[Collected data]
○ ○ ○ ○

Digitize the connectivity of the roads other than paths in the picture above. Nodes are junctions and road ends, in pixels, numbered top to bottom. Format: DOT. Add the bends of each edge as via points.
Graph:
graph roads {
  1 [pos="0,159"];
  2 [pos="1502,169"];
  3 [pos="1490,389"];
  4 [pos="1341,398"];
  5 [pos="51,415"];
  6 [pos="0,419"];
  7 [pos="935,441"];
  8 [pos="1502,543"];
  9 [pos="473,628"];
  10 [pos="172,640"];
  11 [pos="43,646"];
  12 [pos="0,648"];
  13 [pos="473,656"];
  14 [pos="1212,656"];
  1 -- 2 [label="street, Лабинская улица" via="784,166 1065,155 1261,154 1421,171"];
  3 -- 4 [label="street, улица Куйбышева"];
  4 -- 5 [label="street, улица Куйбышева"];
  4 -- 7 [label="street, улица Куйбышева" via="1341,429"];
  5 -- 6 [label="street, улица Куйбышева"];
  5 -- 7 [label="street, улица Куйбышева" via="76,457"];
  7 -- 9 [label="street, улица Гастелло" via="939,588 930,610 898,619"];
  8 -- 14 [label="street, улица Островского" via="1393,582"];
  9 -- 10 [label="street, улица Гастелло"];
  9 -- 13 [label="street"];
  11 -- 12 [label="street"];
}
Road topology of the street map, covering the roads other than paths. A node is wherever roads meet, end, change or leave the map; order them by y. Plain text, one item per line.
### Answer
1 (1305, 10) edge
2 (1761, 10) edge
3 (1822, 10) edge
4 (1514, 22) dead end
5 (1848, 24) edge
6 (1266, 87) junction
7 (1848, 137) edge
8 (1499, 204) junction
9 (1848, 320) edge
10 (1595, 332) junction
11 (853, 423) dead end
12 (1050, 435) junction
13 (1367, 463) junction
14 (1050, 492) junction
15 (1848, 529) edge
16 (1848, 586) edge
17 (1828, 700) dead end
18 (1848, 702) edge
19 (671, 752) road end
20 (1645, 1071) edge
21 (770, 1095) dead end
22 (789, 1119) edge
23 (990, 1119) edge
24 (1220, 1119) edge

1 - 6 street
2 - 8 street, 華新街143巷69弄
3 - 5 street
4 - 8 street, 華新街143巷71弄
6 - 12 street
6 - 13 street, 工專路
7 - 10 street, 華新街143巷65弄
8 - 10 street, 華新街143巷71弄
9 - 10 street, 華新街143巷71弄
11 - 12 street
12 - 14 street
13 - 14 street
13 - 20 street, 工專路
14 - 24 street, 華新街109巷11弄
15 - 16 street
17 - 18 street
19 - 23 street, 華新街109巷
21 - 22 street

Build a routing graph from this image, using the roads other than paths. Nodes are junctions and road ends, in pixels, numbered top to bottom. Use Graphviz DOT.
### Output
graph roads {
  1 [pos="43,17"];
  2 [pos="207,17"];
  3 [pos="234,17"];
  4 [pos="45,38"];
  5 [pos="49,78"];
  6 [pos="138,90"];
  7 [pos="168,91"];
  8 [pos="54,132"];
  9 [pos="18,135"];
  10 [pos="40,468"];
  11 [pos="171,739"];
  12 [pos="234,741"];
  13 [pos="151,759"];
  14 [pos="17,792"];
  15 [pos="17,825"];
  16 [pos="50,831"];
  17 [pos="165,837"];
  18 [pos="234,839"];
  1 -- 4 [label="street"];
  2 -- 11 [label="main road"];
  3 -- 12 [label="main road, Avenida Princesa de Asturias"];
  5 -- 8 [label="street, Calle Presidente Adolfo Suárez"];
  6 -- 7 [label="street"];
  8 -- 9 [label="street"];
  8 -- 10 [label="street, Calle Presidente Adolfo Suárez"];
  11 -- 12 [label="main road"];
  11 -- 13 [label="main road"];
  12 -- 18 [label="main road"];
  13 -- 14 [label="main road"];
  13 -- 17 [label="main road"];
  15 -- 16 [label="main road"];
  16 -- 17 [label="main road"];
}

○ ○ ○ ○

### Task directions:
Word for word, every record must be given again.

### Reply to the exercise:
Digitize the connectivity of the roads other than paths in the picture above. Nodes are junctions and road ends, in pixels, numbered top to bottom. Format: DOT. Add the bends of each edge as via points.
Graph:
graph roads {
  1 [pos="0,159"];
  2 [pos="1502,169"];
  3 [pos="1490,389"];
  4 [pos="1341,398"];
  5 [pos="51,415"];
  6 [pos="0,419"];
  7 [pos="935,441"];
  8 [pos="1502,543"];
  9 [pos="473,628"];
  10 [pos="172,640"];
  11 [pos="43,646"];
  12 [pos="0,648"];
  13 [pos="473,656"];
  14 [pos="1212,656"];
  1 -- 2 [label="street, Лабинская улица" via="784,166 1065,155 1261,154 1421,171"];
  3 -- 4 [label="street, улица Куйбышева"];
  4 -- 5 [label="street, улица Куйбышева"];
  4 -- 7 [label="street, улица Куйбышева" via="1341,429"];
  5 -- 6 [label="street, улица Куйбышева"];
  5 -- 7 [label="street, улица Куйбышева" via="76,457"];
  7 -- 9 [label="street, улица Гастелло" via="939,588 930,610 898,619"];
  8 -- 14 [label="street, улица Островского" via="1393,582"];
  9 -- 10 [label="street, улица Гастелло"];
  9 -- 13 [label="street"];
  11 -- 12 [label="street"];
}
Road topology of the street map, covering the roads other than paths. A node is wherever roads meet, end, change or leave the map; order them by y. Plain text, one item per line.
### Answer
1 (1305, 10) edge
2 (1761, 10) edge
3 (1822, 10) edge
4 (1514, 22) dead end
5 (1848, 24) edge
6 (1266, 87) junction
7 (1848, 137) edge
8 (1499, 204) junction
9 (1848, 320) edge
10 (1595, 332) junction
11 (853, 423) dead end
12 (1050, 435) junction
13 (1367, 463) junction
14 (1050, 492) junction
15 (1848, 529) edge
16 (1848, 586) edge
17 (1828, 700) dead end
18 (1848, 702) edge
19 (671, 752) road end
20 (1645, 1071) edge
21 (770, 1095) dead end
22 (789, 1119) edge
23 (990, 1119) edge
24 (1220, 1119) edge

1 - 6 street
2 - 8 street, 華新街143巷69弄
3 - 5 street
4 - 8 street, 華新街143巷71弄
6 - 12 street
6 - 13 street, 工專路
7 - 10 street, 華新街143巷65弄
8 - 10 street, 華新街143巷71弄
9 - 10 street, 華新街143巷71弄
11 - 12 street
12 - 14 street
13 - 14 street
13 - 20 street, 工專路
14 - 24 street, 華新街109巷11弄
15 - 16 street
17 - 18 street
19 - 23 street, 華新街109巷
21 - 22 street

Build a routing graph from this image, using the roads other than paths. Nodes are junctions and road ends, in pixels, numbered top to bottom. Use Graphviz DOT.
### Output
graph roads {
  1 [pos="43,17"];
  2 [pos="207,17"];
  3 [pos="234,17"];
  4 [pos="45,38"];
  5 [pos="49,78"];
  6 [pos="138,90"];
  7 [pos="168,91"];
  8 [pos="54,132"];
  9 [pos="18,135"];
  10 [pos="40,468"];
  11 [pos="171,739"];
  12 [pos="234,741"];
  13 [pos="151,759"];
  14 [pos="17,792"];
  15 [pos="17,825"];
  16 [pos="50,831"];
  17 [pos="165,837"];
  18 [pos="234,839"];
  1 -- 4 [label="street"];
  2 -- 11 [label="main road"];
  3 -- 12 [label="main road, Avenida Princesa de Asturias"];
  5 -- 8 [label="street, Calle Presidente Adolfo Suárez"];
  6 -- 7 [label="street"];
  8 -- 9 [label="street"];
  8 -- 10 [label="street, Calle Presidente Adolfo Suárez"];
  11 -- 12 [label="main road"];
  11 -- 13 [label="main road"];
  12 -- 18 [label="main road"];
  13 -- 14 [label="main road"];
  13 -- 17 [label="main road"];
  15 -- 16 [label="main road"];
  16 -- 17 [label="main road"];
}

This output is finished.